◆ Work required
In the data below, which lines contain "メルヘン街道"? List them by copying each one.

◆ Extracted material
----------------
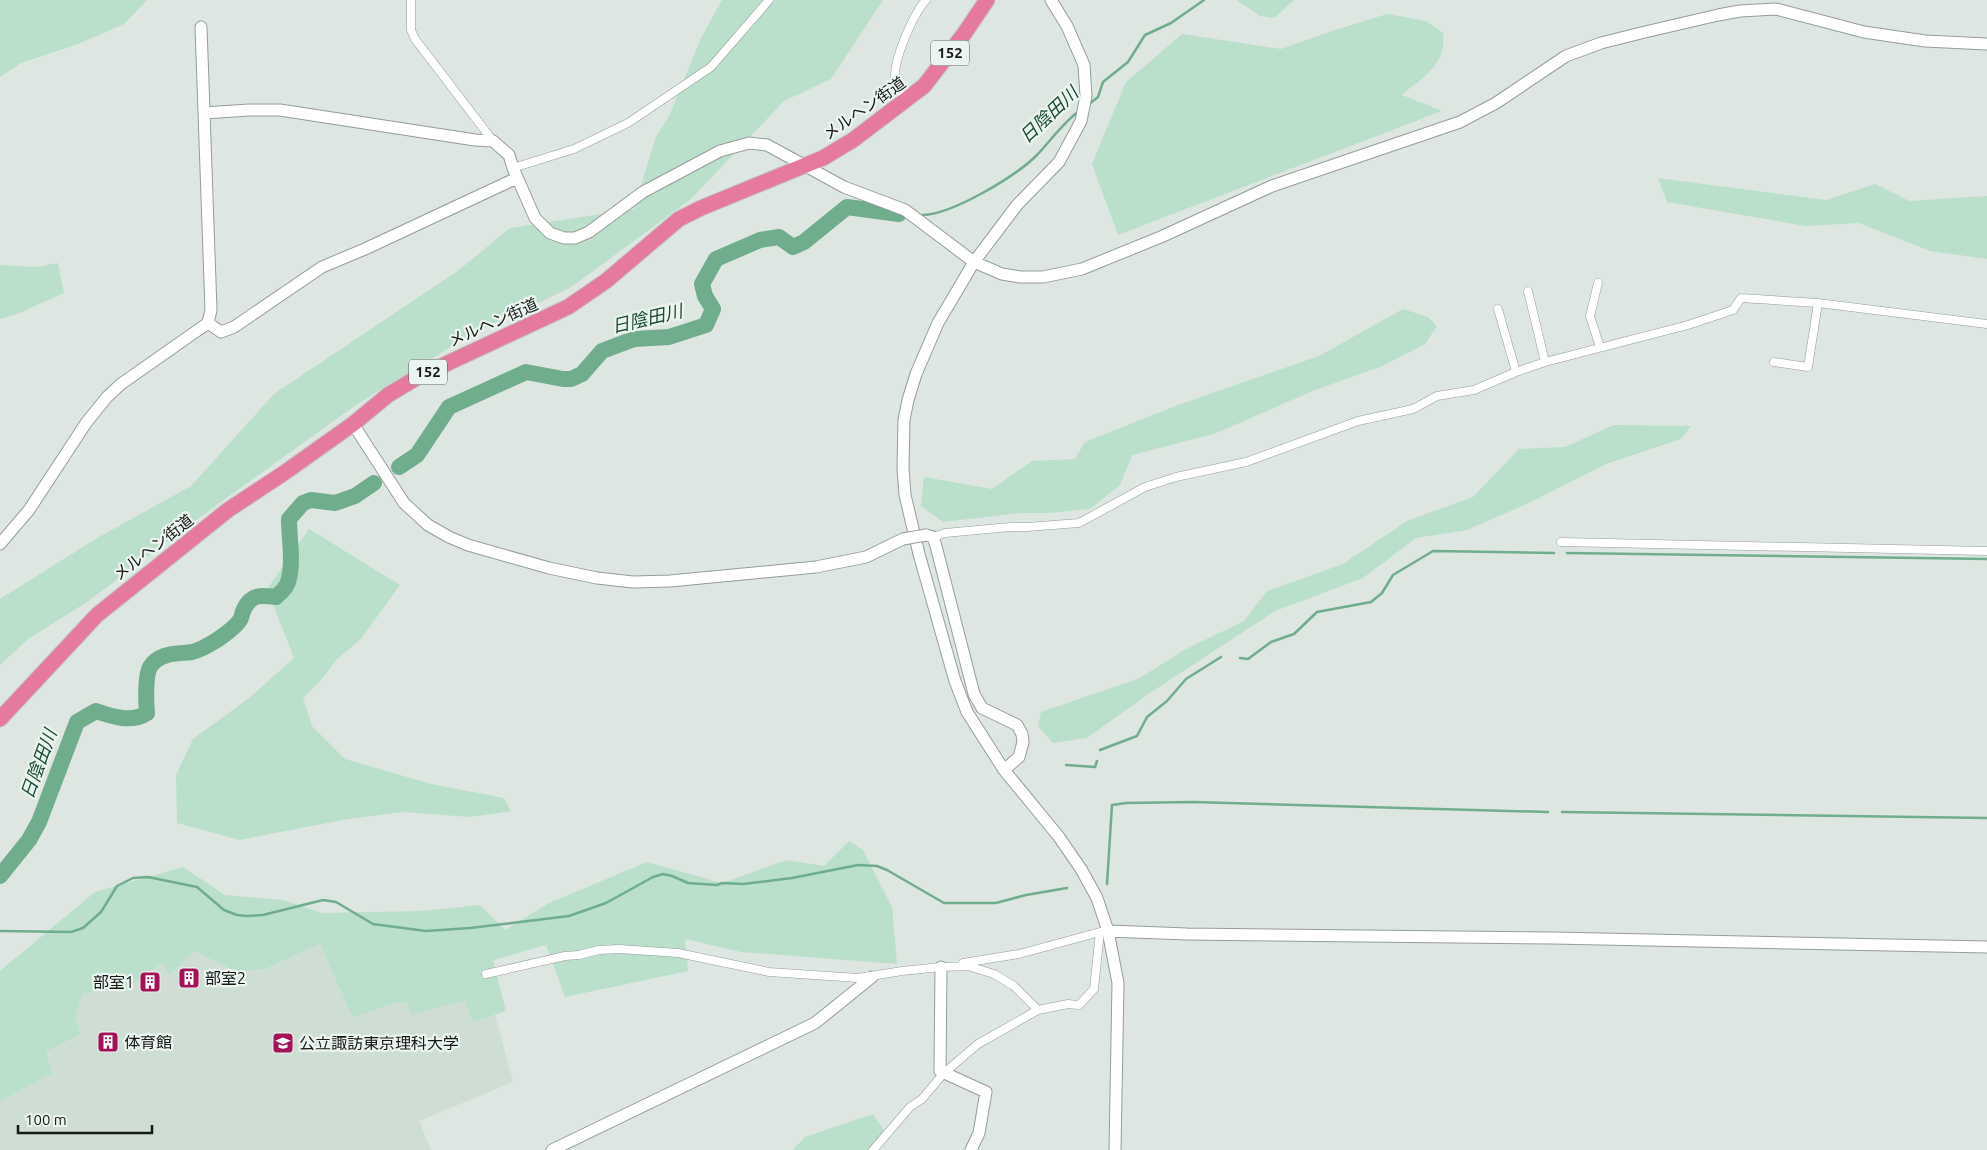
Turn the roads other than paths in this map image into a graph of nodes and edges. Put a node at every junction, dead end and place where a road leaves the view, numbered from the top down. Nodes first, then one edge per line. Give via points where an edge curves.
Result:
1 (411, 0) edge
2 (769, 0) edge
3 (926, 0) edge
4 (987, 0) edge
5 (1051, 0) edge
6 (201, 27) dead end
7 (1987, 44) edge
8 (906, 100) junction
9 (204, 113) junction
10 (493, 141) junction
11 (805, 165) junction
12 (515, 173) junction
13 (974, 262) junction
14 (1598, 284) dead end
15 (1528, 291) dead end
16 (1818, 303) junction
17 (1498, 309) dead end
18 (208, 324) junction
19 (1987, 324) edge
20 (1600, 347) junction
21 (1545, 362) junction
22 (1774, 362) dead end
23 (1516, 372) junction
24 (352, 424) junction
25 (930, 536) junction
26 (1561, 542) dead end
27 (0, 544) edge
28 (1987, 551) edge
29 (0, 719) edge
30 (1004, 770) junction
31 (1104, 932) junction
32 (1987, 947) edge
33 (940, 966) junction
34 (486, 974) dead end
35 (872, 977) junction
36 (1038, 1010) junction
37 (944, 1074) junction
38 (552, 1150) edge
39 (873, 1150) edge
40 (971, 1150) edge
41 (1115, 1150) edge

1 - 10 street via 411,30 415,39
2 - 12 street via 711,67 628,123
3 - 8 street via 909,27 898,57 895,82
4 - 8 highway, メルヘン街道 / 152 via 924,86
5 - 13 street via 1084,65 1086,96 1081,121 1059,162 1017,205
6 - 9 street
7 - 13 street via 1925,41 1864,32 1776,9 1718,15 1601,43 1566,56 1496,104 1460,122 1272,186 1082,269 1044,277 1020,277 996,272
8 - 11 highway, メルヘン街道 / 152 via 854,140
9 - 10 street via 280,110
9 - 18 street via 211,310
10 - 12 street via 509,155
11 - 12 street via 767,145 749,143 720,151 643,192 589,232 575,238 550,234 535,218
11 - 13 street via 844,187 905,210
11 - 24 highway, メルヘン街道 / 152 via 679,219 606,281 568,307 418,377 388,395
12 - 18 street via 365,249 322,267 234,326 221,332
13 - 30 street via 938,322 916,374 904,420 903,468 905,495 919,554 955,681 967,712
14 - 20 street via 1590,316
15 - 21 street
16 - 19 street
16 - 20 street via 1741,298 1733,310
16 - 22 street via 1808,367
17 - 23 street
18 - 27 street via 107,397 86,422 29,510
20 - 21 street
21 - 23 street
23 - 25 street via 1474,390 1437,396 1413,409 1358,421 1246,462 1146,487 1080,523
24 - 25 street, bridge via 404,503 428,525 468,545 596,578 670,581 816,567 866,558 903,539
24 - 29 highway, メルヘン街道 / 152 via 228,510 97,614
25 - 30 street via 974,694 982,708 1017,725 1022,734 1019,757
26 - 28 street
30 - 31 street via 1081,869 1097,898
31 - 32 street
31 - 33 street via 1019,954
31 - 36 street via 1094,989 1079,1004
31 - 41 street via 1118,983
33 - 35 street
33 - 36 street via 968,966 994,974 1014,986
33 - 37 street via 940,1071
34 - 35 street via 565,956 619,949 678,953 769,972
35 - 38 street via 815,1023
36 - 37 street via 978,1044
37 - 39 street
37 - 40 street via 986,1092 979,1133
----------------
◆ Task solution
4 - 8 highway, メルヘン街道 / 152 via 924,86
8 - 11 highway, メルヘン街道 / 152 via 854,140
11 - 24 highway, メルヘン街道 / 152 via 679,219 606,281 568,307 418,377 388,395
24 - 29 highway, メルヘン街道 / 152 via 228,510 97,614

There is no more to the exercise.